#### WHAT THE TASK ASKS
Go through the entries below. Copy each line in which "down" appears.

#### THE DATA
-- Opening Marker --

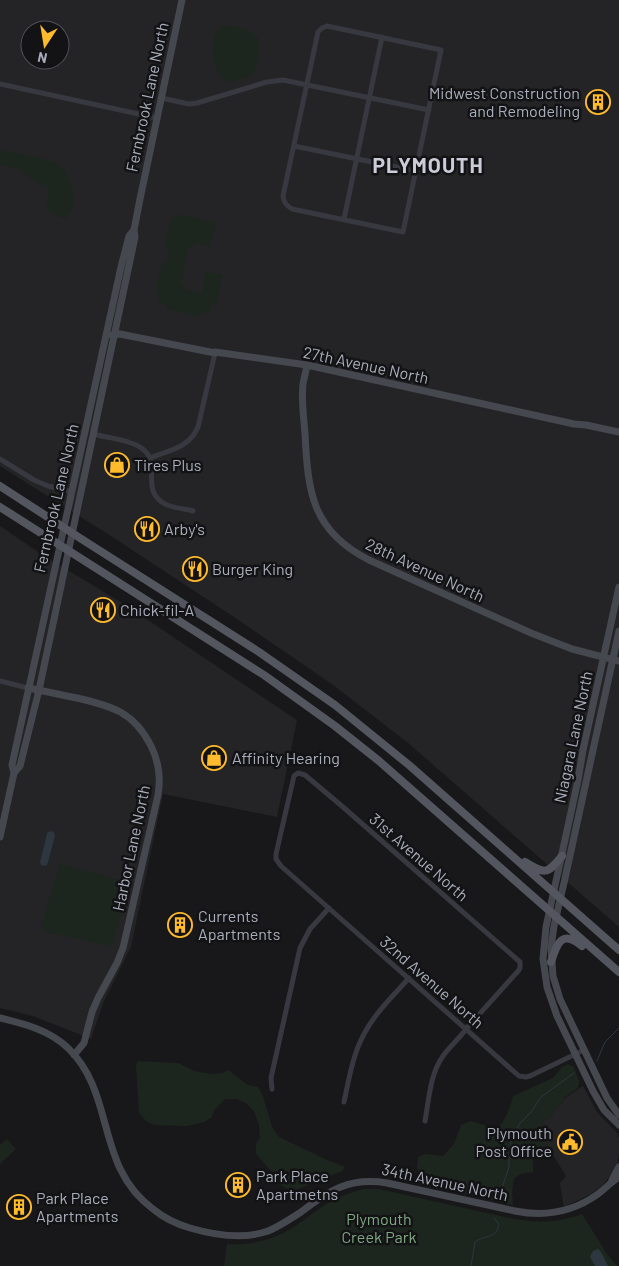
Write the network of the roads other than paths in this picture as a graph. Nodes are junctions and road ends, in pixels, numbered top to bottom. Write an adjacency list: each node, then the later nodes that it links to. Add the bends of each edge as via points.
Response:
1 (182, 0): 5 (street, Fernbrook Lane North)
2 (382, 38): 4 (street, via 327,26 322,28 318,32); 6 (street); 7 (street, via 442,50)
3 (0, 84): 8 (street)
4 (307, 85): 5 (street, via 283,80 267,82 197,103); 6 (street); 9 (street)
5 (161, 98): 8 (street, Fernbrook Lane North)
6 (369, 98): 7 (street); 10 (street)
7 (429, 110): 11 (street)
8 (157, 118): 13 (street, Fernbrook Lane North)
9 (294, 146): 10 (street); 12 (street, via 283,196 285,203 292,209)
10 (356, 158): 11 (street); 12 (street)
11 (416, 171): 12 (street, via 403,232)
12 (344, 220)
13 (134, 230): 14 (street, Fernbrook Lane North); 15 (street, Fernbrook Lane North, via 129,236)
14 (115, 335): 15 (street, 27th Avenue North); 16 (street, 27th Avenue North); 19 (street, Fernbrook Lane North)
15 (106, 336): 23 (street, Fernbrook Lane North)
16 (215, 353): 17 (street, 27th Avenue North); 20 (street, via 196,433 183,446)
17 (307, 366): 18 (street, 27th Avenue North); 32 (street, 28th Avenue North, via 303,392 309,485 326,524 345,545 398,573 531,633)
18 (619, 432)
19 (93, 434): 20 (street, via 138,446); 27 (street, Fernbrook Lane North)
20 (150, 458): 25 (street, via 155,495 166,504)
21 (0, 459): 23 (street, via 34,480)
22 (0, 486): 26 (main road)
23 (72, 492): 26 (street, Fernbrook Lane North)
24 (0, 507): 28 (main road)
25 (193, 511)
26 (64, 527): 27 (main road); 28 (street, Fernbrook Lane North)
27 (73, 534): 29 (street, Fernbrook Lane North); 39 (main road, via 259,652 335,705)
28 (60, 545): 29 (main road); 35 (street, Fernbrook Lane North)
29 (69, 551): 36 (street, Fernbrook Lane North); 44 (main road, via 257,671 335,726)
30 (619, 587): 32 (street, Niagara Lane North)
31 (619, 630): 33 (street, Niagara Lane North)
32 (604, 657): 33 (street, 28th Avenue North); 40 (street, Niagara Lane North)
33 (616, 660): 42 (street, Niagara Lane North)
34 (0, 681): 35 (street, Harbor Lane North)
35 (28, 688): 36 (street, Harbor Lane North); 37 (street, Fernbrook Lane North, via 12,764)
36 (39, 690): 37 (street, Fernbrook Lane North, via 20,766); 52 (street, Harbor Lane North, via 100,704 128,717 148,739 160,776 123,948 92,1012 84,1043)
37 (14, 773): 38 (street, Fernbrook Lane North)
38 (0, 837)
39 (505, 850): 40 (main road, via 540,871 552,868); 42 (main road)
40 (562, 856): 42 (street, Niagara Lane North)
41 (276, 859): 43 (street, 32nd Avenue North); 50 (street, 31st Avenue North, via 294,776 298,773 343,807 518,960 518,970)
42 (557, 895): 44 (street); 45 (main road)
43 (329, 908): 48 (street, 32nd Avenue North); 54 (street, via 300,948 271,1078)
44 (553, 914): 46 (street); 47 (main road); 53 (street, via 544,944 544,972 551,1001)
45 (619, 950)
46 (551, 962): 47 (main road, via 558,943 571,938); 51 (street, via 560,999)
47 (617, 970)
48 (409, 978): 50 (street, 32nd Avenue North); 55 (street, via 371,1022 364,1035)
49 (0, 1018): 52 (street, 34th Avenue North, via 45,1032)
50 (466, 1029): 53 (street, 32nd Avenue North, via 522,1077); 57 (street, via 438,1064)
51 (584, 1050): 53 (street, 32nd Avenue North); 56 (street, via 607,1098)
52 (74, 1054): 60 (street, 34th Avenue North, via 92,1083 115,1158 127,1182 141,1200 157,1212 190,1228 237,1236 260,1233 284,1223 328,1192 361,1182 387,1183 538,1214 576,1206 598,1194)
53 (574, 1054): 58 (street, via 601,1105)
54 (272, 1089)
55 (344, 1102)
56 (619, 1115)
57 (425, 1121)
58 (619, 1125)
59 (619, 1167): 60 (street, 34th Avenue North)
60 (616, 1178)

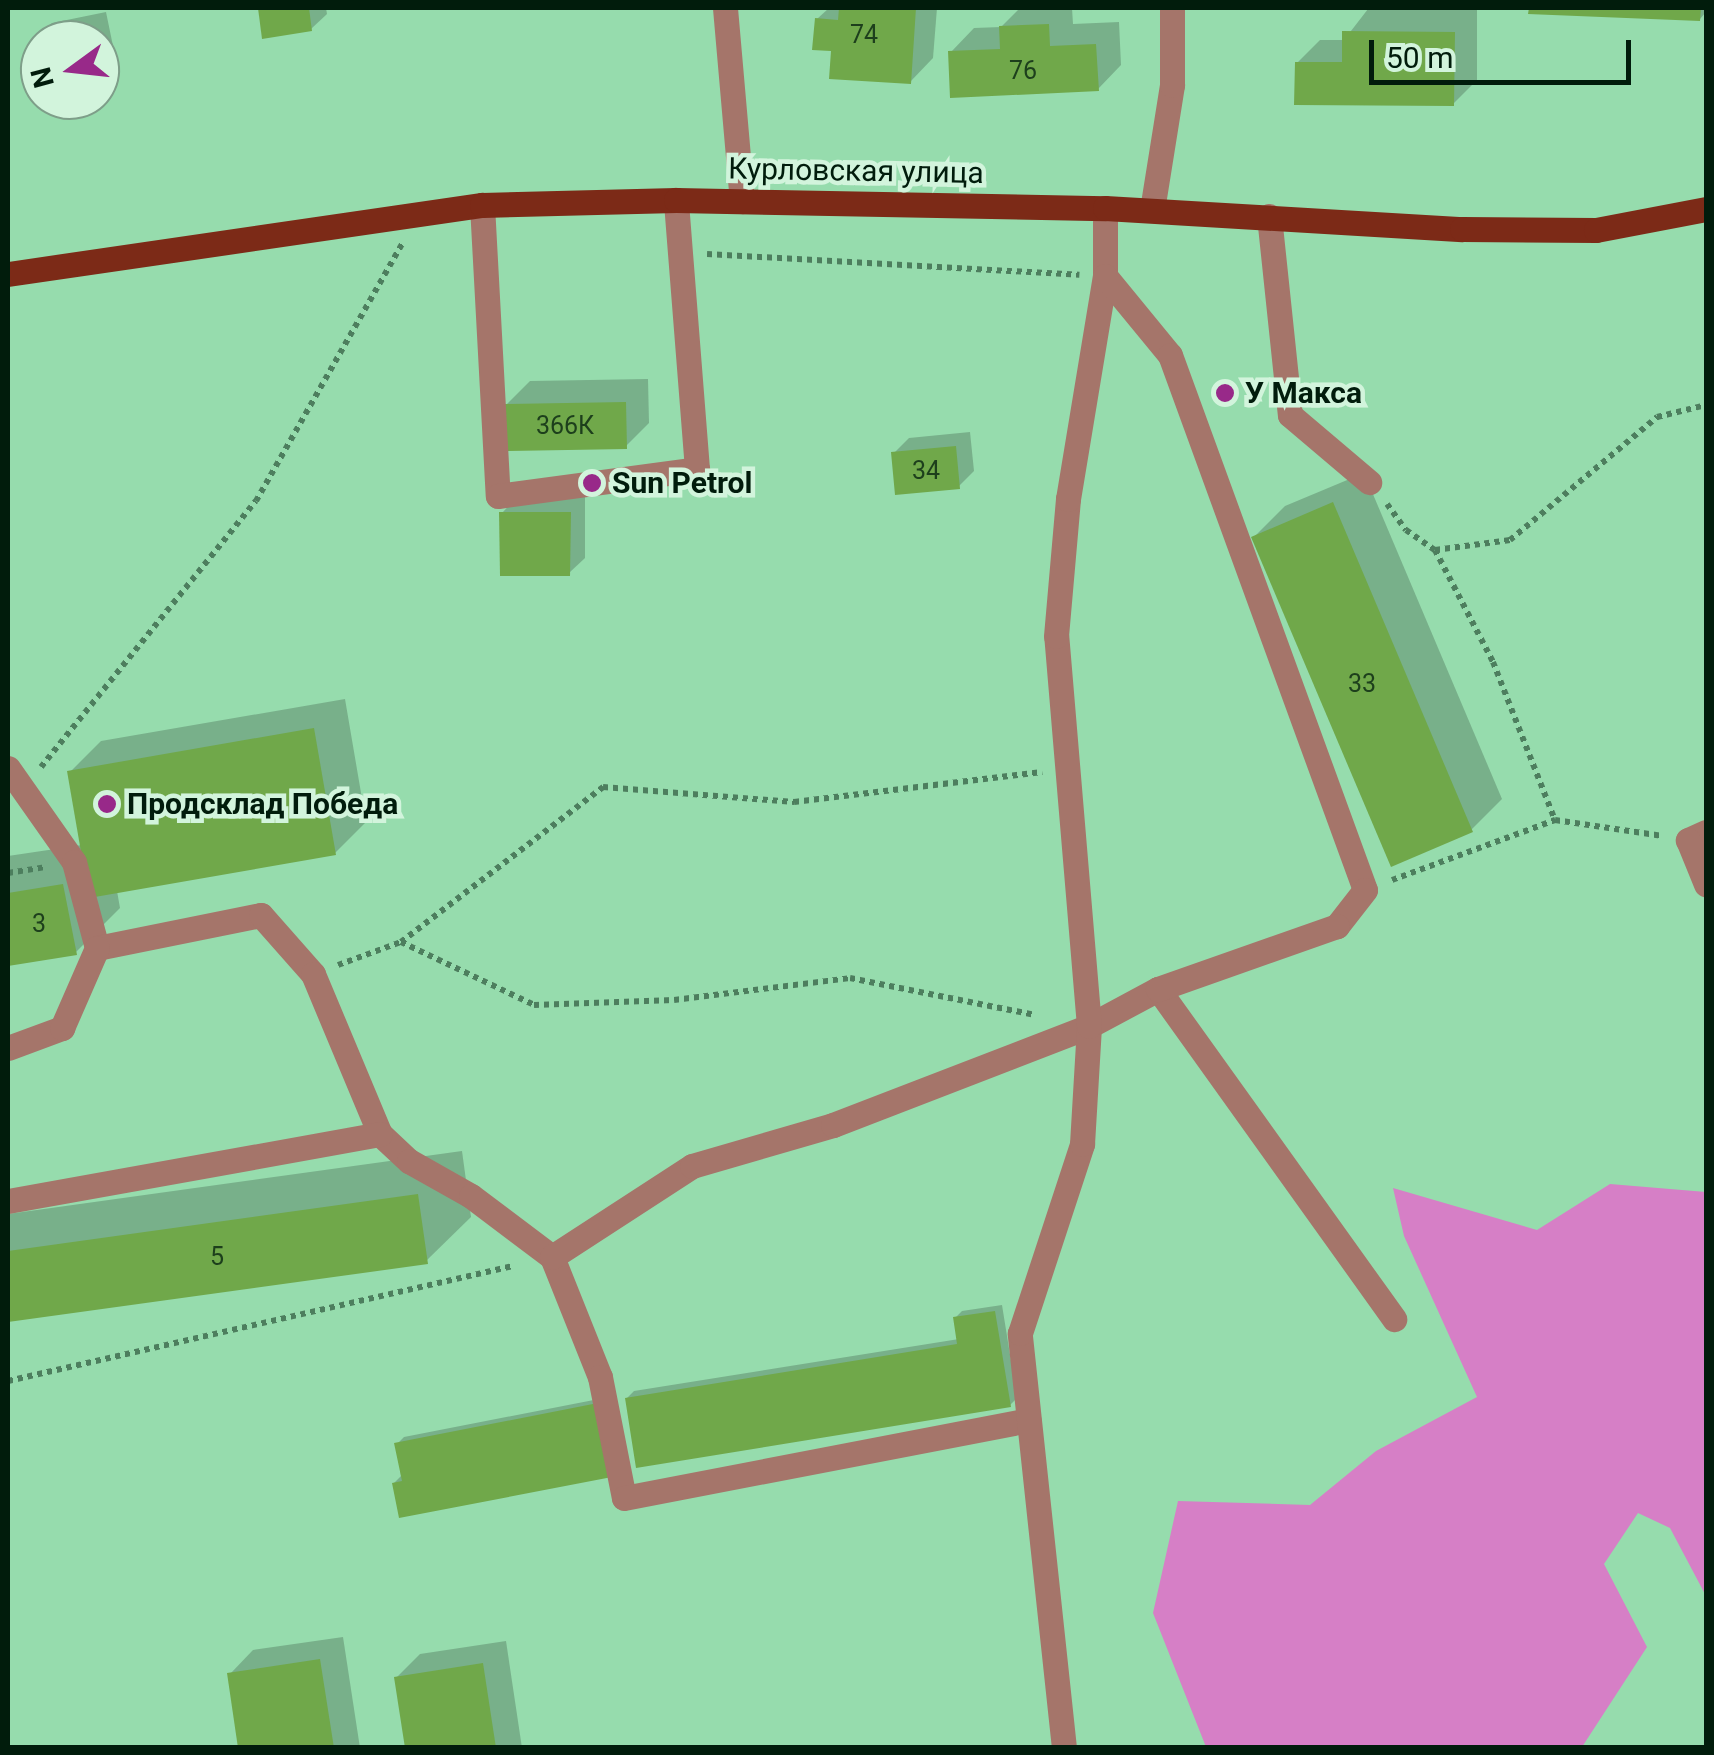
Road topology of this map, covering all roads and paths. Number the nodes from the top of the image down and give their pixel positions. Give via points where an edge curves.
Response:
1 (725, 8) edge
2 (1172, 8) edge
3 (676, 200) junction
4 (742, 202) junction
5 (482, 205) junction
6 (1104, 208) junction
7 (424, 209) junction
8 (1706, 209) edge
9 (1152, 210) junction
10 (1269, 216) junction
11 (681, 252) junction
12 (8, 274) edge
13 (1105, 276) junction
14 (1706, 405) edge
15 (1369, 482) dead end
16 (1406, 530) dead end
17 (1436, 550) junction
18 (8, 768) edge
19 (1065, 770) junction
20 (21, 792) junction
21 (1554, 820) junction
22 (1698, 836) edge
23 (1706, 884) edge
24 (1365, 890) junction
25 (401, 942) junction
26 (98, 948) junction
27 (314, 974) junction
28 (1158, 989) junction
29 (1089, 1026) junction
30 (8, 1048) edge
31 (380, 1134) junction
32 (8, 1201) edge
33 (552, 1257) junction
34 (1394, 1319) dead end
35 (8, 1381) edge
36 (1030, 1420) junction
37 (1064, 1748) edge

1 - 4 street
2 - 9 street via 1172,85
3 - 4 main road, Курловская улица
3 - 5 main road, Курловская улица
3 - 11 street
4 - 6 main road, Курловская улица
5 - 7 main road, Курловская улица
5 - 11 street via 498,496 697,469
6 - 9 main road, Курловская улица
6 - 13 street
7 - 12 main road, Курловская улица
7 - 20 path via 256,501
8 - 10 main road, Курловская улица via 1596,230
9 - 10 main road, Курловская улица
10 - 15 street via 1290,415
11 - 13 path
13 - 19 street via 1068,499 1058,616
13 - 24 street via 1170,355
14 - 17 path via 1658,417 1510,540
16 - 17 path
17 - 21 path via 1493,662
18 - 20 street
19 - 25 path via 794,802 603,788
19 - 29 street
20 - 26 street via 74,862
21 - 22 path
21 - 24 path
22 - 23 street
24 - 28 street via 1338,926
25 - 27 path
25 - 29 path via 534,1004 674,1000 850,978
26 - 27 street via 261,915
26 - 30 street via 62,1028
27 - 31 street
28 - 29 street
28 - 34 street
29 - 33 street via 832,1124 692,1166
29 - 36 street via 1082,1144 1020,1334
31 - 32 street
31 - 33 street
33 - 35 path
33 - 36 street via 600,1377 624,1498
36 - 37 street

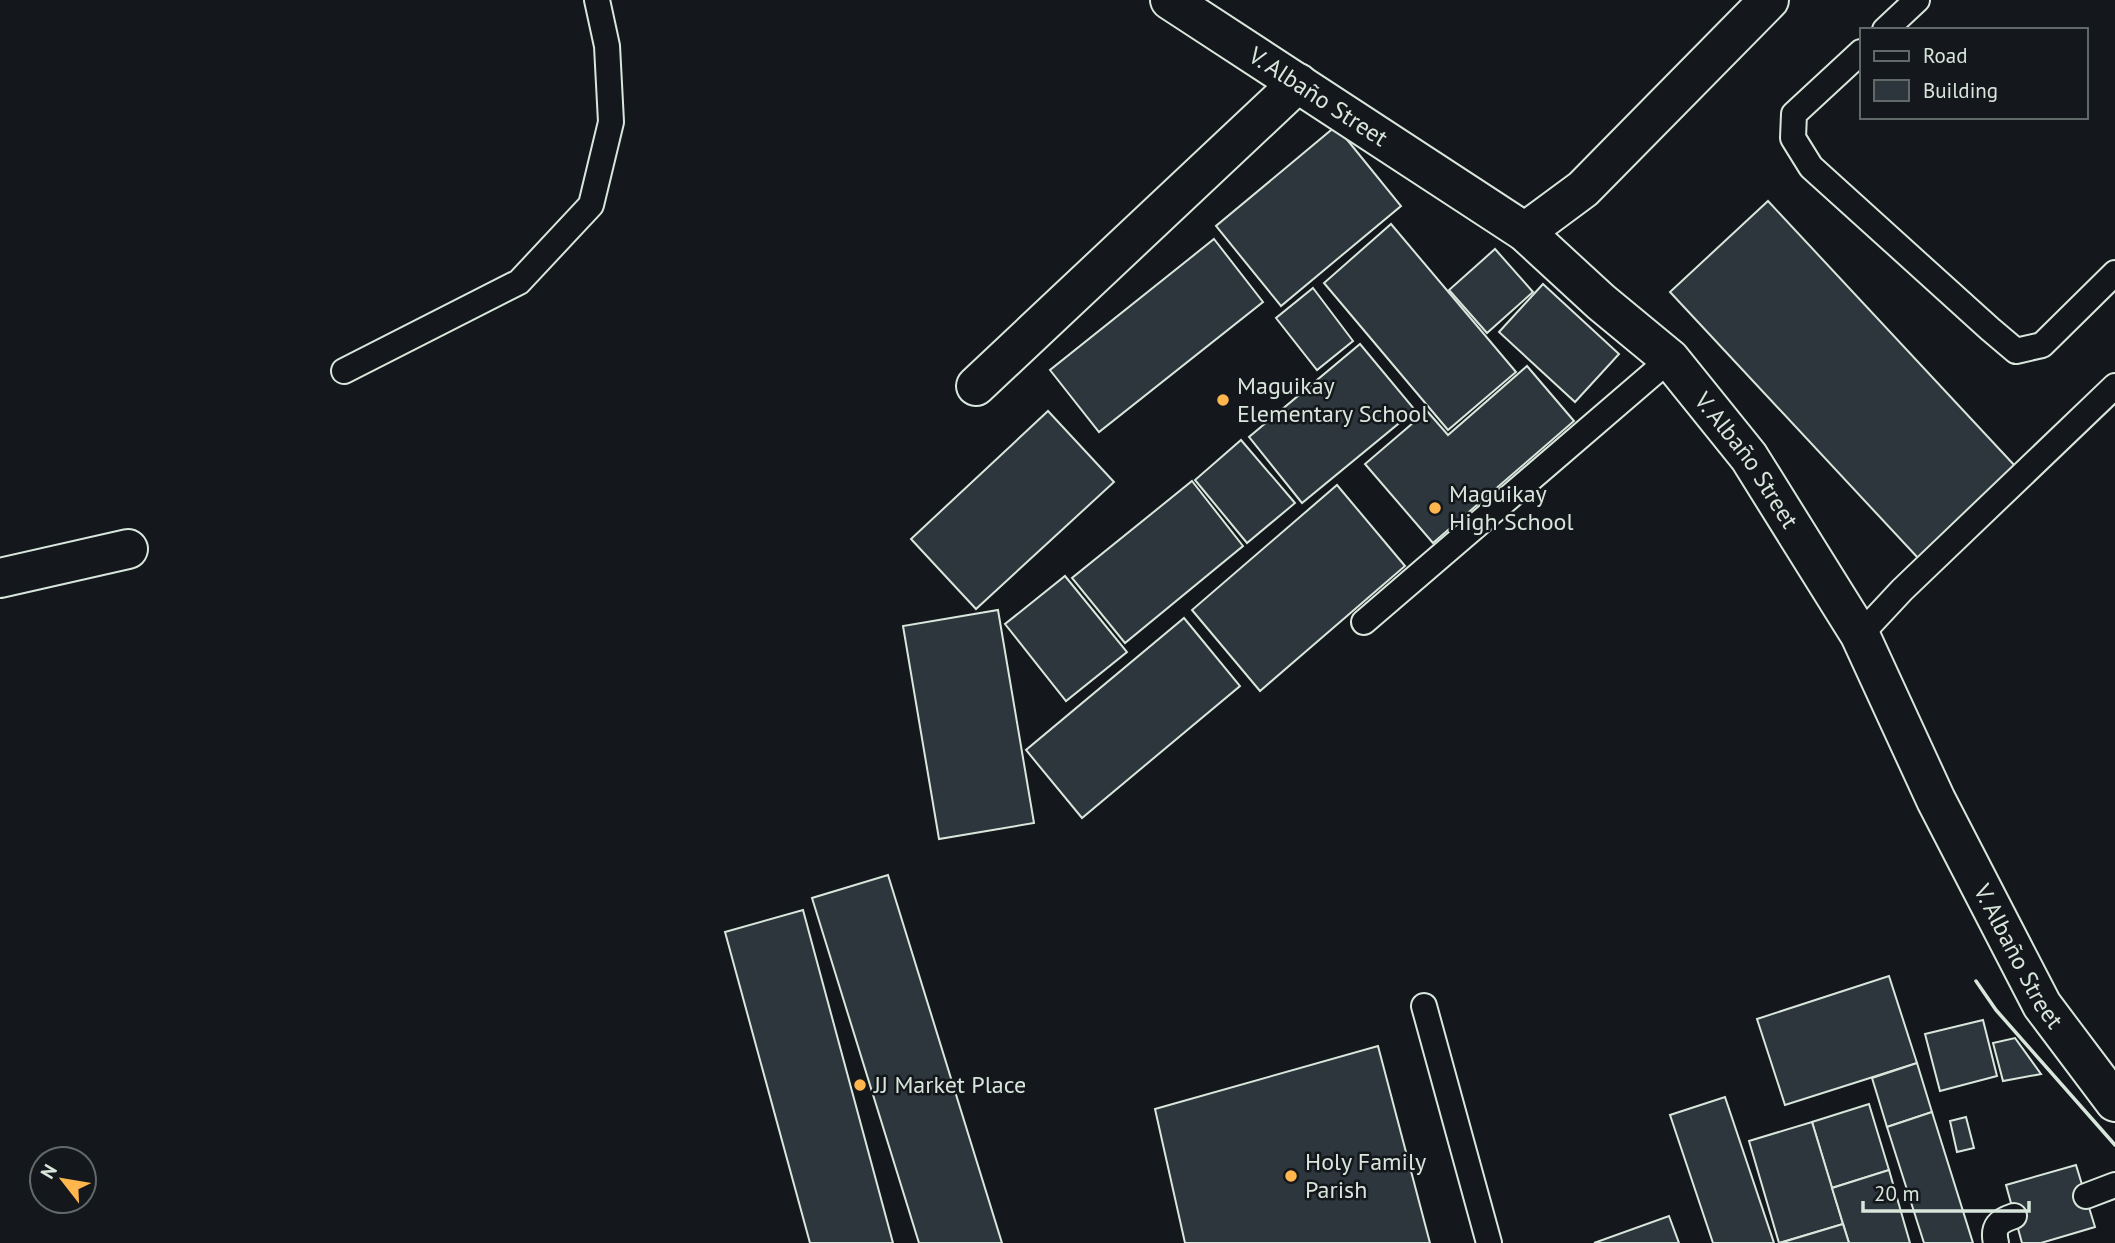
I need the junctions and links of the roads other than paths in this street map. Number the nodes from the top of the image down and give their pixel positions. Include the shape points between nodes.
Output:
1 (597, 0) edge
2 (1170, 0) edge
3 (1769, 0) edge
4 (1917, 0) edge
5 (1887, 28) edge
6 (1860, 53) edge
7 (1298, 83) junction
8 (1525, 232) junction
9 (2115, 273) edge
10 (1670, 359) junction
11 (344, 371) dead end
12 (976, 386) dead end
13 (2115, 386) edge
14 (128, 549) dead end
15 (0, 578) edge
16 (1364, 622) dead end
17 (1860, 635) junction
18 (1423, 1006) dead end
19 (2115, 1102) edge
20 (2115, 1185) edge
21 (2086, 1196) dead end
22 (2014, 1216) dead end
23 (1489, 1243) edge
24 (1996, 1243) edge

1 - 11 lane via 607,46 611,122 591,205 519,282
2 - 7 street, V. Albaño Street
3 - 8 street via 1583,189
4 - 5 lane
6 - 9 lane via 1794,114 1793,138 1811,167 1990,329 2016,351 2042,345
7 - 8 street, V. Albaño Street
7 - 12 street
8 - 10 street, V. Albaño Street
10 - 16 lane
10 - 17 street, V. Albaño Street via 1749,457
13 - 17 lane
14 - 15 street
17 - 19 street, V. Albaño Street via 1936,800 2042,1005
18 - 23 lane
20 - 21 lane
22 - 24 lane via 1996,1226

-- Closing Marker --

#### WRITTEN RESPONSE
Road topology of this map, covering all roads and paths. Number the nodes from the top of the image down and give their pixel positions. Give via points where an edge curves.
I need the junctions and links of the roads other than paths in this street map. Number the nodes from the top of the image down and give their pixel positions. Include the shape points between nodes.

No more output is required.